## To do
Repeat the entries below exactly as they appear, with no pictures.

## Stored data
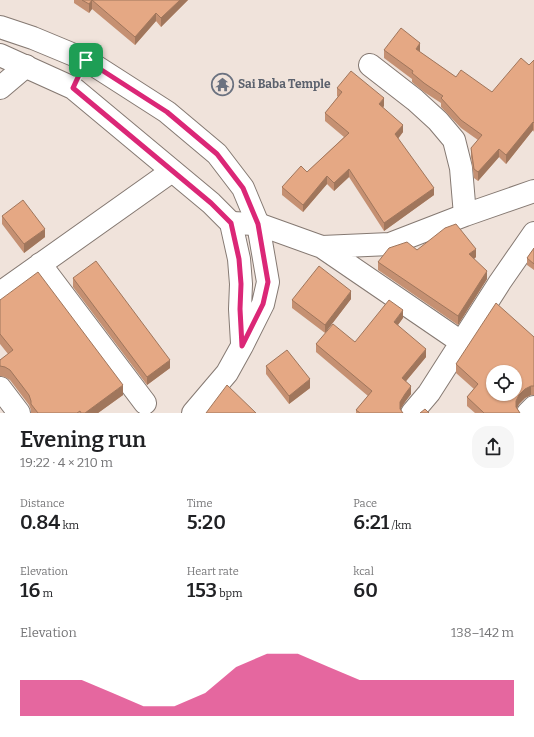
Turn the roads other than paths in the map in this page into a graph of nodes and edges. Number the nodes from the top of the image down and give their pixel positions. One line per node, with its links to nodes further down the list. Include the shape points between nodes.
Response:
1 (0, 27): 3 (street)
2 (0, 55): 5 (street)
3 (86, 60): 7 (street); 12 (street, via 167,112 217,154 243,188)
4 (370, 65): 10 (street, via 415,100 454,140 461,168)
5 (26, 66): 6 (street); 7 (street)
6 (0, 88)
7 (73, 88): 8 (street)
8 (172, 171): 11 (street); 15 (street)
9 (534, 192): 10 (street)
10 (465, 215): 14 (street, via 390,244)
11 (231, 223): 12 (street); 18 (street, via 239,259)
12 (258, 224): 14 (street); 18 (street, via 268,282 263,304)
13 (534, 233): 17 (street)
14 (322, 247): 17 (street)
15 (40, 264): 16 (street); 20 (street)
16 (0, 293)
17 (461, 342): 24 (street, via 429,393)
18 (242, 346): 23 (street, via 227,373)
19 (0, 388): 22 (street)
20 (145, 403)
21 (534, 407): 25 (street)
22 (19, 413)
23 (193, 413)
24 (412, 413)
25 (528, 413)

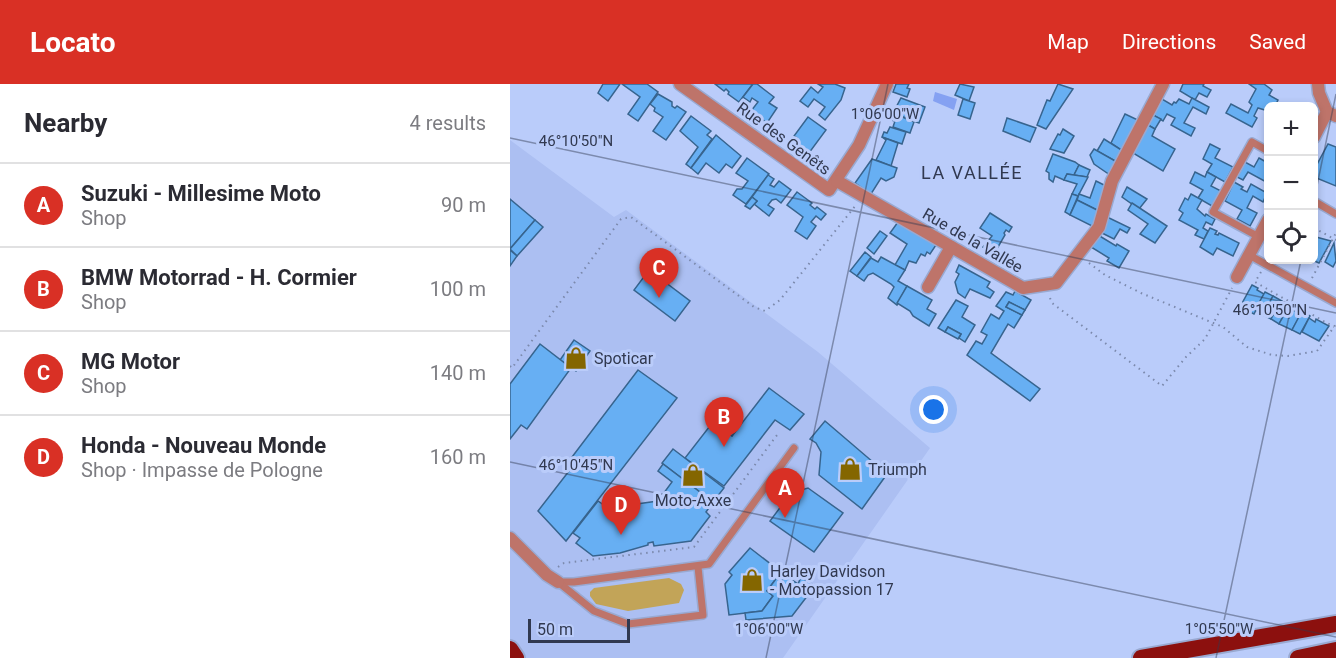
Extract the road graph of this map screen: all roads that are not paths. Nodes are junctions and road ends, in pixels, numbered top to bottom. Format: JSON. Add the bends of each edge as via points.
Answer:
{"nodes":[{"id":1,"x":680,"y":84,"type":"edge"},
{"id":2,"x":887,"y":84,"type":"edge"},
{"id":3,"x":1162,"y":84,"type":"edge"},
{"id":4,"x":1318,"y":84,"type":"edge"},
{"id":5,"x":1332,"y":114,"type":"edge"},
{"id":6,"x":1318,"y":132,"type":"edge"},
{"id":7,"x":1264,"y":148,"type":"edge"},
{"id":8,"x":837,"y":181,"type":"junction"},
{"id":9,"x":1318,"y":203,"type":"edge"},
{"id":10,"x":1336,"y":214,"type":"edge"},
{"id":11,"x":1264,"y":228,"type":"edge"},
{"id":12,"x":1259,"y":237,"type":"junction"},
{"id":13,"x":951,"y":247,"type":"junction"},
{"id":14,"x":1249,"y":255,"type":"junction"},
{"id":15,"x":1237,"y":277,"type":"road end"},
{"id":16,"x":928,"y":287,"type":"dead end"},
{"id":17,"x":1336,"y":303,"type":"edge"},
{"id":18,"x":794,"y":448,"type":"dead end"},
{"id":19,"x":510,"y":538,"type":"edge"},
{"id":20,"x":698,"y":567,"type":"junction"},
{"id":21,"x":553,"y":579,"type":"junction"},
{"id":22,"x":1336,"y":624,"type":"edge"},
{"id":23,"x":510,"y":649,"type":"edge"},
{"id":24,"x":1336,"y":650,"type":"edge"},
{"id":25,"x":516,"y":658,"type":"edge"},
{"id":26,"x":1142,"y":658,"type":"edge"},
{"id":27,"x":1182,"y":658,"type":"edge"},
{"id":28,"x":1298,"y":658,"type":"edge"}],
"edges":[{"from":1,"to":8,"type":"street","name":"Rue des Genêts","via":[[829,190]]},
{"from":2,"to":8,"type":"street","name":"Rue des Genêts","via":[[860,145]]},
{"from":3,"to":13,"type":"street","name":"Rue de la Vallée","via":[[1112,181],[1099,227],[1056,283],[1023,288]]},
{"from":4,"to":5,"type":"street"},
{"from":5,"to":6,"type":"street"},
{"from":7,"to":12,"type":"lane","via":[[1252,142],[1213,212]]},
{"from":8,"to":13,"type":"street","name":"Rue de la Vallée"},
{"from":9,"to":10,"type":"lane"},
{"from":11,"to":12,"type":"street"},
{"from":12,"to":14,"type":"street"},
{"from":13,"to":16,"type":"street"},
{"from":14,"to":15,"type":"street"},
{"from":14,"to":17,"type":"lane"},
{"from":18,"to":20,"type":"lane","via":[[709,564]]},
{"from":19,"to":21,"type":"street"},
{"from":20,"to":21,"type":"lane"},
{"from":20,"to":21,"type":"lane","via":[[704,615],[628,624],[594,611]]},
{"from":22,"to":26,"type":"highway"},
{"from":22,"to":27,"type":"highway"},
{"from":23,"to":25,"type":"highway"},
{"from":24,"to":28,"type":"highway"}]}
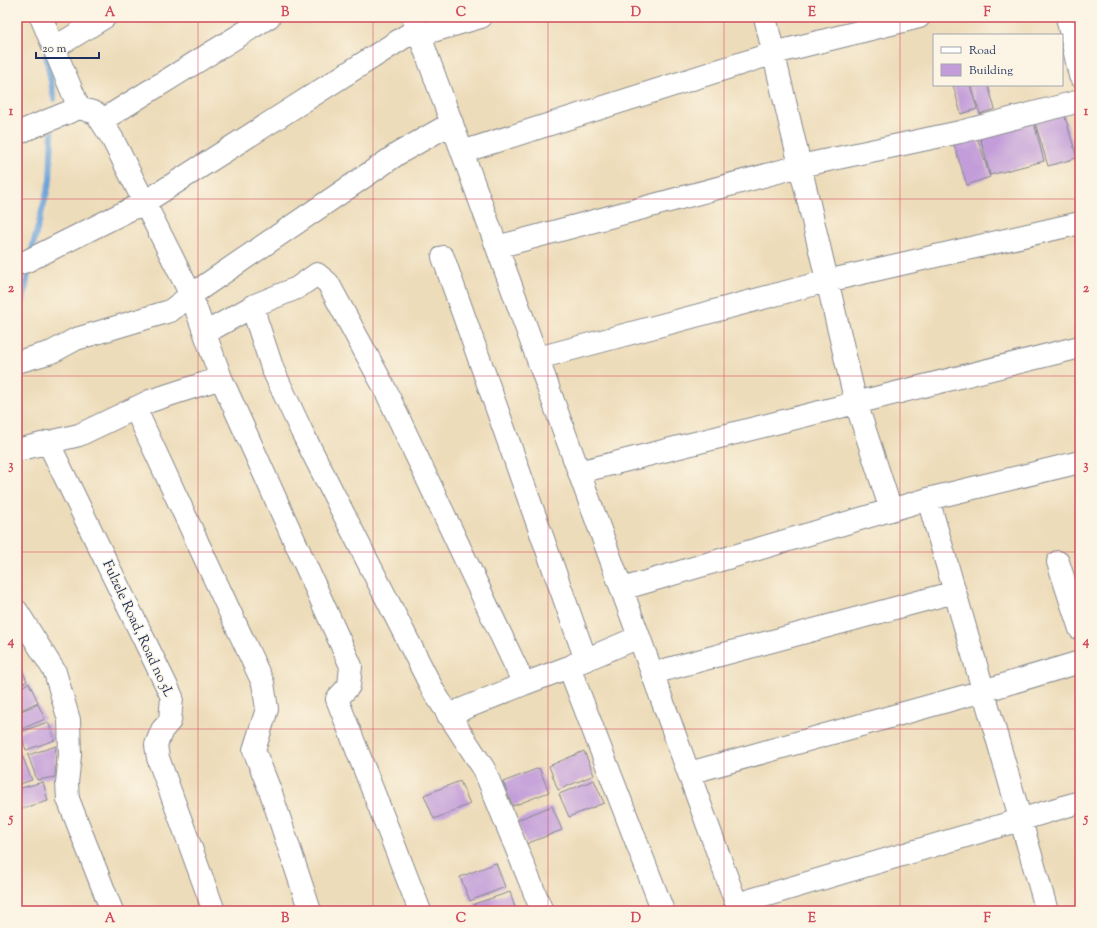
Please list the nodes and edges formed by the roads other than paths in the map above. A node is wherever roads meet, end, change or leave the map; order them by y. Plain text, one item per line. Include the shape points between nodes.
1 (41, 17) edge
2 (104, 17) edge
3 (269, 17) edge
4 (481, 17) edge
5 (765, 17) edge
6 (919, 17) edge
7 (1067, 17) edge
8 (416, 27) edge
9 (1077, 42) edge
10 (54, 48) junction
11 (774, 53) junction
12 (1080, 76) edge
13 (1080, 101) edge
14 (79, 108) junction
15 (101, 121) junction
16 (452, 124) junction
17 (17, 134) edge
18 (462, 152) junction
19 (800, 166) junction
20 (145, 202) junction
21 (1080, 223) edge
22 (497, 247) junction
23 (443, 257) dead end
24 (17, 264) edge
25 (827, 281) junction
26 (191, 295) junction
27 (255, 304) junction
28 (205, 333) junction
29 (1080, 347) edge
30 (538, 358) junction
31 (17, 362) edge
32 (221, 378) junction
33 (856, 403) junction
34 (135, 408) junction
35 (48, 442) junction
36 (17, 450) edge
37 (1080, 462) edge
38 (579, 472) junction
39 (928, 500) junction
40 (891, 510) junction
41 (1058, 562) dead end
42 (622, 589) junction
43 (954, 592) junction
44 (17, 611) edge
45 (1080, 629) edge
46 (639, 637) junction
47 (1080, 662) edge
48 (577, 664) junction
49 (653, 674) junction
50 (524, 684) junction
51 (983, 691) junction
52 (448, 715) junction
53 (689, 773) junction
54 (1080, 802) edge
55 (1020, 820) junction
56 (738, 907) edge
57 (112, 911) edge
58 (214, 911) edge
59 (310, 911) edge
60 (420, 911) edge
61 (542, 911) edge
62 (664, 911) edge
63 (1047, 911) edge

1 - 10 street
2 - 10 street
3 - 15 street
4 - 8 street
5 - 11 street
6 - 11 street
7 - 9 street
8 - 16 street
8 - 20 street
9 - 12 street
10 - 14 street
11 - 18 street
11 - 19 street
13 - 19 street via 960,132
14 - 15 street via 96,113
14 - 17 street
15 - 20 street
16 - 18 street
16 - 26 street via 399,153
18 - 22 street
19 - 22 street
19 - 25 street
20 - 24 street
20 - 26 street
21 - 25 street
22 - 30 street
23 - 48 street
25 - 30 street
25 - 33 street
26 - 28 street
26 - 31 street via 170,311 76,339 52,352
27 - 28 street
27 - 50 street via 297,288 317,274 328,283 384,385
27 - 52 street via 256,319 273,370 302,432 406,639
28 - 32 street
29 - 33 street
30 - 38 street
32 - 34 street
32 - 60 street via 351,666 350,686 338,699
33 - 38 street
33 - 40 street
34 - 35 street via 79,435
34 - 59 street via 263,683 268,709 254,750
35 - 36 street
35 - 58 street, Fulzele Road, Road no 5L via 172,697 170,721 162,730 156,745 158,758
37 - 39 street
38 - 42 street
39 - 40 street
39 - 43 street
40 - 42 street
41 - 45 street
42 - 46 street
43 - 49 street
43 - 51 street
44 - 57 street via 55,672 68,720 68,799
46 - 48 street
46 - 49 street
47 - 51 street
48 - 50 street
48 - 62 street
49 - 53 street
50 - 52 street
51 - 53 street
51 - 55 street
52 - 61 street via 484,769
53 - 56 street
54 - 55 street
55 - 56 street
55 - 63 street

## Response for this exercise
Turn the roads other than paths in the map in this page into a graph of nodes and edges. Number the nodes from the top of the image down and give their pixel positions. One line per node, with its links to nodes further down the list. Include the shape points between nodes.
Response:
1 (0, 27): 3 (street)
2 (0, 55): 5 (street)
3 (86, 60): 7 (street); 12 (street, via 167,112 217,154 243,188)
4 (370, 65): 10 (street, via 415,100 454,140 461,168)
5 (26, 66): 6 (street); 7 (street)
6 (0, 88)
7 (73, 88): 8 (street)
8 (172, 171): 11 (street); 15 (street)
9 (534, 192): 10 (street)
10 (465, 215): 14 (street, via 390,244)
11 (231, 223): 12 (street); 18 (street, via 239,259)
12 (258, 224): 14 (street); 18 (street, via 268,282 263,304)
13 (534, 233): 17 (street)
14 (322, 247): 17 (street)
15 (40, 264): 16 (street); 20 (street)
16 (0, 293)
17 (461, 342): 24 (street, via 429,393)
18 (242, 346): 23 (street, via 227,373)
19 (0, 388): 22 (street)
20 (145, 403)
21 (534, 407): 25 (street)
22 (19, 413)
23 (193, 413)
24 (412, 413)
25 (528, 413)

Extract the road graph of this map screen: all roads that are not paths. Nodes are junctions and road ends, in pixels, numbered top to bottom. Format: JSON. Add the bends of each edge as via points.
Answer:
{"nodes":[{"id":1,"x":680,"y":84,"type":"edge"},
{"id":2,"x":887,"y":84,"type":"edge"},
{"id":3,"x":1162,"y":84,"type":"edge"},
{"id":4,"x":1318,"y":84,"type":"edge"},
{"id":5,"x":1332,"y":114,"type":"edge"},
{"id":6,"x":1318,"y":132,"type":"edge"},
{"id":7,"x":1264,"y":148,"type":"edge"},
{"id":8,"x":837,"y":181,"type":"junction"},
{"id":9,"x":1318,"y":203,"type":"edge"},
{"id":10,"x":1336,"y":214,"type":"edge"},
{"id":11,"x":1264,"y":228,"type":"edge"},
{"id":12,"x":1259,"y":237,"type":"junction"},
{"id":13,"x":951,"y":247,"type":"junction"},
{"id":14,"x":1249,"y":255,"type":"junction"},
{"id":15,"x":1237,"y":277,"type":"road end"},
{"id":16,"x":928,"y":287,"type":"dead end"},
{"id":17,"x":1336,"y":303,"type":"edge"},
{"id":18,"x":794,"y":448,"type":"dead end"},
{"id":19,"x":510,"y":538,"type":"edge"},
{"id":20,"x":698,"y":567,"type":"junction"},
{"id":21,"x":553,"y":579,"type":"junction"},
{"id":22,"x":1336,"y":624,"type":"edge"},
{"id":23,"x":510,"y":649,"type":"edge"},
{"id":24,"x":1336,"y":650,"type":"edge"},
{"id":25,"x":516,"y":658,"type":"edge"},
{"id":26,"x":1142,"y":658,"type":"edge"},
{"id":27,"x":1182,"y":658,"type":"edge"},
{"id":28,"x":1298,"y":658,"type":"edge"}],
"edges":[{"from":1,"to":8,"type":"street","name":"Rue des Genêts","via":[[829,190]]},
{"from":2,"to":8,"type":"street","name":"Rue des Genêts","via":[[860,145]]},
{"from":3,"to":13,"type":"street","name":"Rue de la Vallée","via":[[1112,181],[1099,227],[1056,283],[1023,288]]},
{"from":4,"to":5,"type":"street"},
{"from":5,"to":6,"type":"street"},
{"from":7,"to":12,"type":"lane","via":[[1252,142],[1213,212]]},
{"from":8,"to":13,"type":"street","name":"Rue de la Vallée"},
{"from":9,"to":10,"type":"lane"},
{"from":11,"to":12,"type":"street"},
{"from":12,"to":14,"type":"street"},
{"from":13,"to":16,"type":"street"},
{"from":14,"to":15,"type":"street"},
{"from":14,"to":17,"type":"lane"},
{"from":18,"to":20,"type":"lane","via":[[709,564]]},
{"from":19,"to":21,"type":"street"},
{"from":20,"to":21,"type":"lane"},
{"from":20,"to":21,"type":"lane","via":[[704,615],[628,624],[594,611]]},
{"from":22,"to":26,"type":"highway"},
{"from":22,"to":27,"type":"highway"},
{"from":23,"to":25,"type":"highway"},
{"from":24,"to":28,"type":"highway"}]}
Please list the nodes and edges formed by the roads other than paths in the map above. A node is wherever roads meet, end, change or leave the map; order them by y. Plain text, one item per line. Include the shape points between nodes.
1 (41, 17) edge
2 (104, 17) edge
3 (269, 17) edge
4 (481, 17) edge
5 (765, 17) edge
6 (919, 17) edge
7 (1067, 17) edge
8 (416, 27) edge
9 (1077, 42) edge
10 (54, 48) junction
11 (774, 53) junction
12 (1080, 76) edge
13 (1080, 101) edge
14 (79, 108) junction
15 (101, 121) junction
16 (452, 124) junction
17 (17, 134) edge
18 (462, 152) junction
19 (800, 166) junction
20 (145, 202) junction
21 (1080, 223) edge
22 (497, 247) junction
23 (443, 257) dead end
24 (17, 264) edge
25 (827, 281) junction
26 (191, 295) junction
27 (255, 304) junction
28 (205, 333) junction
29 (1080, 347) edge
30 (538, 358) junction
31 (17, 362) edge
32 (221, 378) junction
33 (856, 403) junction
34 (135, 408) junction
35 (48, 442) junction
36 (17, 450) edge
37 (1080, 462) edge
38 (579, 472) junction
39 (928, 500) junction
40 (891, 510) junction
41 (1058, 562) dead end
42 (622, 589) junction
43 (954, 592) junction
44 (17, 611) edge
45 (1080, 629) edge
46 (639, 637) junction
47 (1080, 662) edge
48 (577, 664) junction
49 (653, 674) junction
50 (524, 684) junction
51 (983, 691) junction
52 (448, 715) junction
53 (689, 773) junction
54 (1080, 802) edge
55 (1020, 820) junction
56 (738, 907) edge
57 (112, 911) edge
58 (214, 911) edge
59 (310, 911) edge
60 (420, 911) edge
61 (542, 911) edge
62 (664, 911) edge
63 (1047, 911) edge

1 - 10 street
2 - 10 street
3 - 15 street
4 - 8 street
5 - 11 street
6 - 11 street
7 - 9 street
8 - 16 street
8 - 20 street
9 - 12 street
10 - 14 street
11 - 18 street
11 - 19 street
13 - 19 street via 960,132
14 - 15 street via 96,113
14 - 17 street
15 - 20 street
16 - 18 street
16 - 26 street via 399,153
18 - 22 street
19 - 22 street
19 - 25 street
20 - 24 street
20 - 26 street
21 - 25 street
22 - 30 street
23 - 48 street
25 - 30 street
25 - 33 street
26 - 28 street
26 - 31 street via 170,311 76,339 52,352
27 - 28 street
27 - 50 street via 297,288 317,274 328,283 384,385
27 - 52 street via 256,319 273,370 302,432 406,639
28 - 32 street
29 - 33 street
30 - 38 street
32 - 34 street
32 - 60 street via 351,666 350,686 338,699
33 - 38 street
33 - 40 street
34 - 35 street via 79,435
34 - 59 street via 263,683 268,709 254,750
35 - 36 street
35 - 58 street, Fulzele Road, Road no 5L via 172,697 170,721 162,730 156,745 158,758
37 - 39 street
38 - 42 street
39 - 40 street
39 - 43 street
40 - 42 street
41 - 45 street
42 - 46 street
43 - 49 street
43 - 51 street
44 - 57 street via 55,672 68,720 68,799
46 - 48 street
46 - 49 street
47 - 51 street
48 - 50 street
48 - 62 street
49 - 53 street
50 - 52 street
51 - 53 street
51 - 55 street
52 - 61 street via 484,769
53 - 56 street
54 - 55 street
55 - 56 street
55 - 63 street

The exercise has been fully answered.